# Exercise requirements
Please copy out the lines in the entries that contain "Тенистая".
★ ★ ★ ★
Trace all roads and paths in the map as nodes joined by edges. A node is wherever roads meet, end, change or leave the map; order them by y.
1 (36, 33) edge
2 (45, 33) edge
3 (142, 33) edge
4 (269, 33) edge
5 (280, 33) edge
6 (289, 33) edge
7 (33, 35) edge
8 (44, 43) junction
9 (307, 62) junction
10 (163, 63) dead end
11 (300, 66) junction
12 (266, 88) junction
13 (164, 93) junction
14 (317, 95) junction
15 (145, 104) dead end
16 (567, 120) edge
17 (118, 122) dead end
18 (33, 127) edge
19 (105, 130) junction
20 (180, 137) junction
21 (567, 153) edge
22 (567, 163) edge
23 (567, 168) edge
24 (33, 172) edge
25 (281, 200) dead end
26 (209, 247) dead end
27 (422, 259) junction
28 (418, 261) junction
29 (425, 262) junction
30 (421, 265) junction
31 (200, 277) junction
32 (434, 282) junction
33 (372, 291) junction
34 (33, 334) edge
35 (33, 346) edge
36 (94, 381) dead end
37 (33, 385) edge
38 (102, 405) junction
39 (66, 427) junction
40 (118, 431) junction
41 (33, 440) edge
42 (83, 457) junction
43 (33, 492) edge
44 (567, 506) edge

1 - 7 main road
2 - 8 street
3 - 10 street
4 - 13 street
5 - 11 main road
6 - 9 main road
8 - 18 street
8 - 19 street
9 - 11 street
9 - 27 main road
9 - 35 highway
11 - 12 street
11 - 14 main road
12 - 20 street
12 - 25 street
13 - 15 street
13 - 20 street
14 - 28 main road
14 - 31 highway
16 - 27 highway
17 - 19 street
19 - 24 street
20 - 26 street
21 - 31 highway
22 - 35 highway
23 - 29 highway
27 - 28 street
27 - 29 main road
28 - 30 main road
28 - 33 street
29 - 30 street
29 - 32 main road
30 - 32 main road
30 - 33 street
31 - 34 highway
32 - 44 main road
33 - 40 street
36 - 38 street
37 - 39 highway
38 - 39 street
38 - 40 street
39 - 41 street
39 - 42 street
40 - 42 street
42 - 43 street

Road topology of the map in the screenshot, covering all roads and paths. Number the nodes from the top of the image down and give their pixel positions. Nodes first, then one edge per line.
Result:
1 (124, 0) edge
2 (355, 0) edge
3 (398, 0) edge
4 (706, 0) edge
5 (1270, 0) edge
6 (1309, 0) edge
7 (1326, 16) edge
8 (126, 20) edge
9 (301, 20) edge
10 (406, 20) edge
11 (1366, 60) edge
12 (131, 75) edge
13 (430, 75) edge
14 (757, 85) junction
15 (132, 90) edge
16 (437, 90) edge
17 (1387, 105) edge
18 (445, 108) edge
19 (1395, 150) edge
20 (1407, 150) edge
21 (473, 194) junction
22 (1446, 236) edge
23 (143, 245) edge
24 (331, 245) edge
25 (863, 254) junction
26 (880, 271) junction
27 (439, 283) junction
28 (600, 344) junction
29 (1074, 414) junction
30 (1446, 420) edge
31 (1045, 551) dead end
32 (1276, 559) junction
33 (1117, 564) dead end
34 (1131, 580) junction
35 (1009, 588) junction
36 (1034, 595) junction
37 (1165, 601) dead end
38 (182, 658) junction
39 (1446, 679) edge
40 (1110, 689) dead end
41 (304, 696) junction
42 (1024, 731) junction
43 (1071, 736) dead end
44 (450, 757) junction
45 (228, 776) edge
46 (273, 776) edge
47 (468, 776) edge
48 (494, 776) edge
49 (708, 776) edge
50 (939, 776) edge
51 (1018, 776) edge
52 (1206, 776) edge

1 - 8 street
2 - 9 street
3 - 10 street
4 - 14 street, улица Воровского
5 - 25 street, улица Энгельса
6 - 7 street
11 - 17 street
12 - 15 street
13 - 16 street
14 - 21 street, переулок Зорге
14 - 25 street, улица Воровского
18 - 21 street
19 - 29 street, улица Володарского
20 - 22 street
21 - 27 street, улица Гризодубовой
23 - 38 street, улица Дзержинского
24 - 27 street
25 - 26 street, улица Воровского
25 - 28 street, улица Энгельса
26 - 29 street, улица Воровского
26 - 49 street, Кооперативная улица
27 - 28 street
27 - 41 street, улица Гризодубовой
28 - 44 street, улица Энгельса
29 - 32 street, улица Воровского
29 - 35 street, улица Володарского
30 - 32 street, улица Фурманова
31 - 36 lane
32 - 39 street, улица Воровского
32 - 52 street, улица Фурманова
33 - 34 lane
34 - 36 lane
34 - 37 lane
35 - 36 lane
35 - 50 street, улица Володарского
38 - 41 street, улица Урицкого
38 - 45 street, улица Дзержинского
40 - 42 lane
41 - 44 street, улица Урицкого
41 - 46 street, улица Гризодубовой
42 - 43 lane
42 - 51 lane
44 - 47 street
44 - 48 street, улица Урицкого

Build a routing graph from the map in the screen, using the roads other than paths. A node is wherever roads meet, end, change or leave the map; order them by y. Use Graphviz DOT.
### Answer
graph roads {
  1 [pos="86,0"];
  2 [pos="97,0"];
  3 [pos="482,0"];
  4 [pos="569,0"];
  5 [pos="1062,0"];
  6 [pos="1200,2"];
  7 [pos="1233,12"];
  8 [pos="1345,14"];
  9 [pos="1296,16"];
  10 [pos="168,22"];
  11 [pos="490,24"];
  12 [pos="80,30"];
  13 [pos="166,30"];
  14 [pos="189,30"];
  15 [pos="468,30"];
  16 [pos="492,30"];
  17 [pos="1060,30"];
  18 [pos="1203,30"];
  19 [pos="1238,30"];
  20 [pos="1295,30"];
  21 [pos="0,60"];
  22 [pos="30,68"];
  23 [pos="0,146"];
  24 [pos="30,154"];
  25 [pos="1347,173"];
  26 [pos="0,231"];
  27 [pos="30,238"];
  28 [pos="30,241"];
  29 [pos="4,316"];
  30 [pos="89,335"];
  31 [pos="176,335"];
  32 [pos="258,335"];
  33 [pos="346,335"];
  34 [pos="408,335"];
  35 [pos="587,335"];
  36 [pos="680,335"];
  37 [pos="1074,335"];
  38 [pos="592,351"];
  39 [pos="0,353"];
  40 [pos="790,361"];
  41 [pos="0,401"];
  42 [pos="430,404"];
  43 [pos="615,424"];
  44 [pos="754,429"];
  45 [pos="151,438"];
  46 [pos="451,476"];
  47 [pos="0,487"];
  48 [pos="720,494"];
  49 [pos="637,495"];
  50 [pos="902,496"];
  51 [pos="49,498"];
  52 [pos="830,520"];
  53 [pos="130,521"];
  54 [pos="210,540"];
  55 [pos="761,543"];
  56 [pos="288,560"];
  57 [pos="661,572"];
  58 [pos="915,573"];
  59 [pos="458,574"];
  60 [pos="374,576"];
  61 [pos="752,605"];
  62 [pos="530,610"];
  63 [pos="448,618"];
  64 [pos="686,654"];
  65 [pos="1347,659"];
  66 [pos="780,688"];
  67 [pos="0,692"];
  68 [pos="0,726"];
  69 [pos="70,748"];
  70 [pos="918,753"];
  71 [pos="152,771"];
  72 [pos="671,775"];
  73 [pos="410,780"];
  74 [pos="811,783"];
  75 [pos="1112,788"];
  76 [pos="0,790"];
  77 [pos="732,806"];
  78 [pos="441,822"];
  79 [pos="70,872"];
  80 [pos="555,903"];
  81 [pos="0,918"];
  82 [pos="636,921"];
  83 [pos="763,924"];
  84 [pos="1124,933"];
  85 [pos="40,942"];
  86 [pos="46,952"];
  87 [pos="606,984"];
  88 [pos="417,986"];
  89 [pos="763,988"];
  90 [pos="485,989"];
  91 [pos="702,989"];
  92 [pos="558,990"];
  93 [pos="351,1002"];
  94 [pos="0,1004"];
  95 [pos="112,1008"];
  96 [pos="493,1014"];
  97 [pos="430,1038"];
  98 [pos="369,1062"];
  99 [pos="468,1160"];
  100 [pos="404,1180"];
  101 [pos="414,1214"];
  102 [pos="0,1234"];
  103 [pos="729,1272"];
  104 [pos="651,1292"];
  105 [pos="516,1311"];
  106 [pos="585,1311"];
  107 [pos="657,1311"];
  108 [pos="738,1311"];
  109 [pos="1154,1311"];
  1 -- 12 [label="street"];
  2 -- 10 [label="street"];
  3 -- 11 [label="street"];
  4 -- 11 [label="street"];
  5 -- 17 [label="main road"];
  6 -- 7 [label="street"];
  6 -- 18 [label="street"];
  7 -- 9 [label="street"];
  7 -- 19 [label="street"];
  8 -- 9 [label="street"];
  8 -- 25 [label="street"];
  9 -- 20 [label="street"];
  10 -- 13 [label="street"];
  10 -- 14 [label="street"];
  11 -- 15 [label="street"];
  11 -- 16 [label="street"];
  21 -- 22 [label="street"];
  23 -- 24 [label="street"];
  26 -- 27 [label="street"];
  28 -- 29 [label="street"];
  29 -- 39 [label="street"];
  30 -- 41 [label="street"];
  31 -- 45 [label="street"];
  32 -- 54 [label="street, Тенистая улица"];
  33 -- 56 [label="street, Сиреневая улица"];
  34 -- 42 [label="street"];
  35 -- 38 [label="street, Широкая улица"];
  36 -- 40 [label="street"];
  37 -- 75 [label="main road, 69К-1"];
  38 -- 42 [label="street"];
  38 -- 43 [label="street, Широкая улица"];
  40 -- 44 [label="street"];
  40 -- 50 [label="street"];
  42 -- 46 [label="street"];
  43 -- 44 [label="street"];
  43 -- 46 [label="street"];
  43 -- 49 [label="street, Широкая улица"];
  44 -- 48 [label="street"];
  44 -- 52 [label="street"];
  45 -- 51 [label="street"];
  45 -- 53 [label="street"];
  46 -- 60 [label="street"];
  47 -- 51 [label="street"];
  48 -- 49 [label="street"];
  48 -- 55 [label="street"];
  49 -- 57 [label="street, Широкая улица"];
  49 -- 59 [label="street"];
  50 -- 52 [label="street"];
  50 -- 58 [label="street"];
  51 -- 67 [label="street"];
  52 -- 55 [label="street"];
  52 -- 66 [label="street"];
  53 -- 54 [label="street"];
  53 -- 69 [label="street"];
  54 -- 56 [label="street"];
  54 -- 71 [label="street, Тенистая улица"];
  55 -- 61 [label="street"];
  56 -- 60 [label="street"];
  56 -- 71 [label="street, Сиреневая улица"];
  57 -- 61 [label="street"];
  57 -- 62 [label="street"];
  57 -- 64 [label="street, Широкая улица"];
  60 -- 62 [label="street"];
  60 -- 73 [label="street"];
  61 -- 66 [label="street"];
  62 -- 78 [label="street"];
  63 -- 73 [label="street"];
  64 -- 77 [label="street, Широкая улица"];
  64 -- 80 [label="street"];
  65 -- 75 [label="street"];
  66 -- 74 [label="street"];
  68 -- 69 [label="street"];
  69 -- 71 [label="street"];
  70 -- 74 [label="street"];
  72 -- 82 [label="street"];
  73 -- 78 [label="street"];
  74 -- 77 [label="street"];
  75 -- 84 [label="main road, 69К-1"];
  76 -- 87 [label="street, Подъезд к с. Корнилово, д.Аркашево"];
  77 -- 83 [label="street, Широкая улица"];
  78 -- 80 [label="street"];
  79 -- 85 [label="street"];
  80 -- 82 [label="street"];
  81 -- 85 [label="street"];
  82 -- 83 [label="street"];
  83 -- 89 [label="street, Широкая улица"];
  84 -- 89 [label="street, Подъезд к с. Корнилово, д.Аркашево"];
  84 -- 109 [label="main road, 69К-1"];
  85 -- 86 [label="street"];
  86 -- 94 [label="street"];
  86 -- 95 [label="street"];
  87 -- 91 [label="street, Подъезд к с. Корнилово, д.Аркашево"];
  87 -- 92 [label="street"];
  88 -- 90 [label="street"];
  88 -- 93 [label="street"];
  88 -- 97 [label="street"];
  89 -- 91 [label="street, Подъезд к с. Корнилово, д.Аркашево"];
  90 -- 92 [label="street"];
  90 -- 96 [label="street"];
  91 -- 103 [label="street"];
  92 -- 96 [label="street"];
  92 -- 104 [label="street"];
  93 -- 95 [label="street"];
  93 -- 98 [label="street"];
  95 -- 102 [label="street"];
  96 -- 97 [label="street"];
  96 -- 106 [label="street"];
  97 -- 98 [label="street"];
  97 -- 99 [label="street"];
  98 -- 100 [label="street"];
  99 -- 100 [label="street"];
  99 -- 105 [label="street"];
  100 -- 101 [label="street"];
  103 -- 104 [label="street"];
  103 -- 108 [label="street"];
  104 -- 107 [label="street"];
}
★ ★ ★ ★
# Solution to this problem
  32 -- 54 [label="street, Тенистая улица"];
  54 -- 71 [label="street, Тенистая улица"];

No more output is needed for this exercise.